I refer to "The Pianist's Guide" frequently, using it as a resource for discovering "new" repertoire for my students, organizing the literature they study into levels that progress smoothly from easier to more difficult literature, and exposing them to some wonderful composers that are perhaps less famous than great masters such as Bach, Mozart, and Beethoven with whom they are most familiar. I also use this reference as a way to find, for example, all of the Level 2 pieces from the Classical period (I keep lists of these searches, which we began in graduate school, in a binder arranged according to level), especially when I am teaching multiple students who are studying music of the same level of difficulty and who need to play a variety of pieces for a specific recital or festival.

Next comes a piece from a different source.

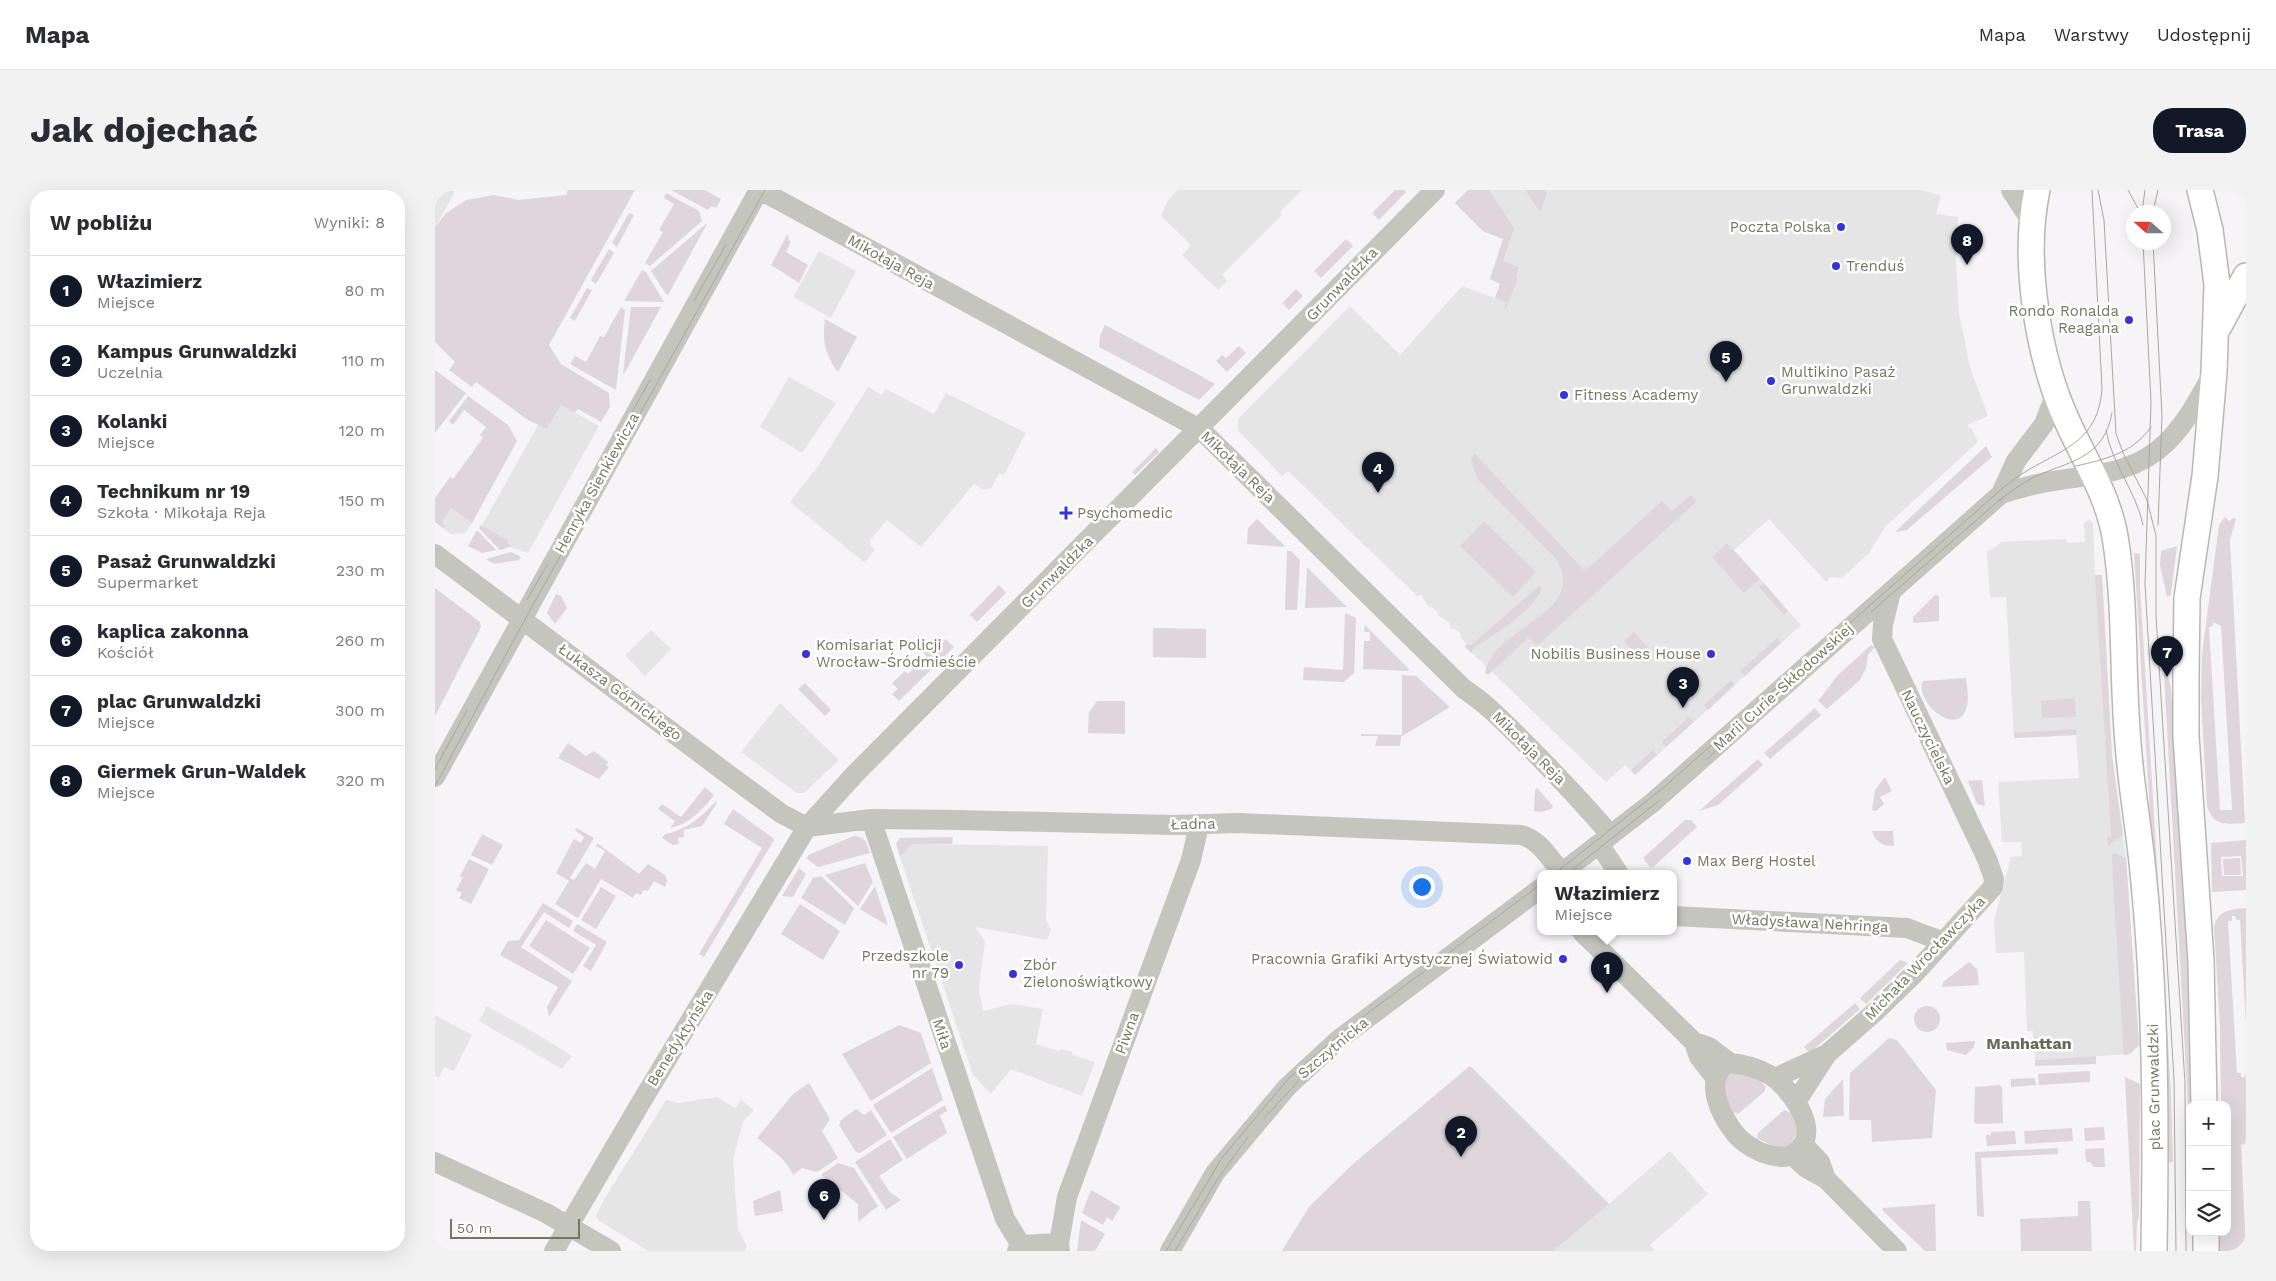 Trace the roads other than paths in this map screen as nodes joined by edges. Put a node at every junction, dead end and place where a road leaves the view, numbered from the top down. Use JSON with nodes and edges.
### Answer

Using the levels from "The Pianist's Guide" as a standard gives me the luxury of maintaining one organized way of thinking about the many levels of elementary through early-advanced literature, especially when I am teaching from a variety of different collections and using many different series that each assign their own levels to their specific teaching materials. This organized thought process helps to ensure that I assign literature to my students that progresses smoothly from level to level and that I provide pieces for them that gradually move from elementary literature into more advanced literature in an organized and sequential fashion.
There are several collections of standard literature Jane Magrath has compiled and edited that follow the leveling system of "The Pianist's Guide". Stay tuned for more information on these wonderful collections!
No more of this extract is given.